The lines from the top of the listing through the one containing "middle tip: (1040, 937)" are to be retyped exactly, with no other lines.

(Beginning of Entries provided)

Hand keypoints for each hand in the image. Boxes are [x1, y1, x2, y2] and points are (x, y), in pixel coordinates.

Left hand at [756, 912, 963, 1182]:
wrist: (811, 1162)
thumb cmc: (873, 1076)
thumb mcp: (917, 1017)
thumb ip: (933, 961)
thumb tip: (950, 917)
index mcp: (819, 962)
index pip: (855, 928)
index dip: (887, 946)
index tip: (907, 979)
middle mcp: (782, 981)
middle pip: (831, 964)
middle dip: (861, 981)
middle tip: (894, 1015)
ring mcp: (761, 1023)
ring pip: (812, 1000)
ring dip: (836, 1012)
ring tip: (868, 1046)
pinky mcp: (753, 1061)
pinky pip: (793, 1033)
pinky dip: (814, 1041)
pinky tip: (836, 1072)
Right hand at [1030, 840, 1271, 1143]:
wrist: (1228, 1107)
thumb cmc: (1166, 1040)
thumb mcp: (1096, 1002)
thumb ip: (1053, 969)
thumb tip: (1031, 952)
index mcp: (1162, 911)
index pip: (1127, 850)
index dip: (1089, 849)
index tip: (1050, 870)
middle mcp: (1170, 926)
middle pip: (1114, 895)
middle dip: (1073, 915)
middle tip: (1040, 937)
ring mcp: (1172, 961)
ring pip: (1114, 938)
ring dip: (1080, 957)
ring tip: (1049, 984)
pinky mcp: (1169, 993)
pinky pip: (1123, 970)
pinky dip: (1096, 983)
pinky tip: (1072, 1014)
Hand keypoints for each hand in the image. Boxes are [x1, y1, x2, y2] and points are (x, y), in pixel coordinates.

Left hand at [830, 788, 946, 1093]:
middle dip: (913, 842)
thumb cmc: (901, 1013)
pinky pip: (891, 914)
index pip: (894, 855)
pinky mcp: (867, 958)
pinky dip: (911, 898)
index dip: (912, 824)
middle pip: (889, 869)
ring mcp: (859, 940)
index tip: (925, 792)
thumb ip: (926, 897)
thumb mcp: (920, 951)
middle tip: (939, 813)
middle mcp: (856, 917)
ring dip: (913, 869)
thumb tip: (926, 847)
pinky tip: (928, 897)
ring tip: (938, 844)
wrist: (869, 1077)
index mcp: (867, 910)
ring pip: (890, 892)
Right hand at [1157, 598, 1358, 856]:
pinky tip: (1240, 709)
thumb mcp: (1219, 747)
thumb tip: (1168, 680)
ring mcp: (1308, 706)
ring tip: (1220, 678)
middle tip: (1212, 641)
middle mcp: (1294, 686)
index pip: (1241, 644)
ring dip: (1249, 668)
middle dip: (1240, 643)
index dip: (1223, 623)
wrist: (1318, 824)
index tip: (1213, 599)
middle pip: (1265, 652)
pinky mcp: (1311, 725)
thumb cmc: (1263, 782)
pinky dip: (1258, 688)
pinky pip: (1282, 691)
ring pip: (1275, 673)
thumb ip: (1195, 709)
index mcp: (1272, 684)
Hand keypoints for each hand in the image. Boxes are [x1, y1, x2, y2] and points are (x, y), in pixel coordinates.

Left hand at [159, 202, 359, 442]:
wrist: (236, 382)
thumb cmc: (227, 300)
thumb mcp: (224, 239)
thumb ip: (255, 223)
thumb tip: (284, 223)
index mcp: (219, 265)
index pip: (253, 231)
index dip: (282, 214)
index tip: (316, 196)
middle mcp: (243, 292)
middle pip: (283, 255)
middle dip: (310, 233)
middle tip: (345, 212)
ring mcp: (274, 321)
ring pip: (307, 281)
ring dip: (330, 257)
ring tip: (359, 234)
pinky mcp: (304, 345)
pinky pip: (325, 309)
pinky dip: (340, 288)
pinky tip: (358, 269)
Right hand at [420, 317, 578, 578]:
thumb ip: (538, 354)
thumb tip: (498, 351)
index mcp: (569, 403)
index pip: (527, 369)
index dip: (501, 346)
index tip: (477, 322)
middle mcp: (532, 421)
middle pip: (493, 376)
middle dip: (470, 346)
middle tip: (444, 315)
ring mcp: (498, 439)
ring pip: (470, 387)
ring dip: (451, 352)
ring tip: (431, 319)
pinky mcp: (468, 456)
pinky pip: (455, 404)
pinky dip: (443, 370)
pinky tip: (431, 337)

(End of Entries provided)

#### Completed task
Hand keypoints for each hand in the image. Boxes are [x1, y1, x2, y2] and points are (x, y), in pixel coordinates.

Left hand at [756, 912, 963, 1182]:
wrist: (811, 1162)
thumb cmc: (873, 1076)
thumb mcp: (917, 1017)
thumb ip: (933, 961)
thumb tip: (950, 917)
index mcp: (819, 962)
index pip: (855, 928)
index dip: (887, 946)
index tip: (907, 979)
middle mcp: (782, 981)
middle pip: (831, 964)
middle dip: (861, 981)
middle tip: (894, 1015)
ring mcp: (761, 1023)
ring pip: (812, 1000)
ring dip: (836, 1012)
ring tip: (868, 1046)
pinky mcp: (753, 1061)
pinky pip: (793, 1033)
pinky dip: (814, 1041)
pinky tip: (836, 1072)
Right hand at [1030, 840, 1271, 1143]:
wrist: (1228, 1107)
thumb cmc: (1166, 1040)
thumb mcp: (1096, 1002)
thumb ip: (1053, 969)
thumb tip: (1031, 952)
index mcp: (1162, 911)
index pip: (1127, 850)
index dip: (1089, 849)
index tip: (1050, 870)
middle mcp: (1170, 926)
middle pip: (1114, 895)
middle dip: (1073, 915)
middle tip: (1040, 937)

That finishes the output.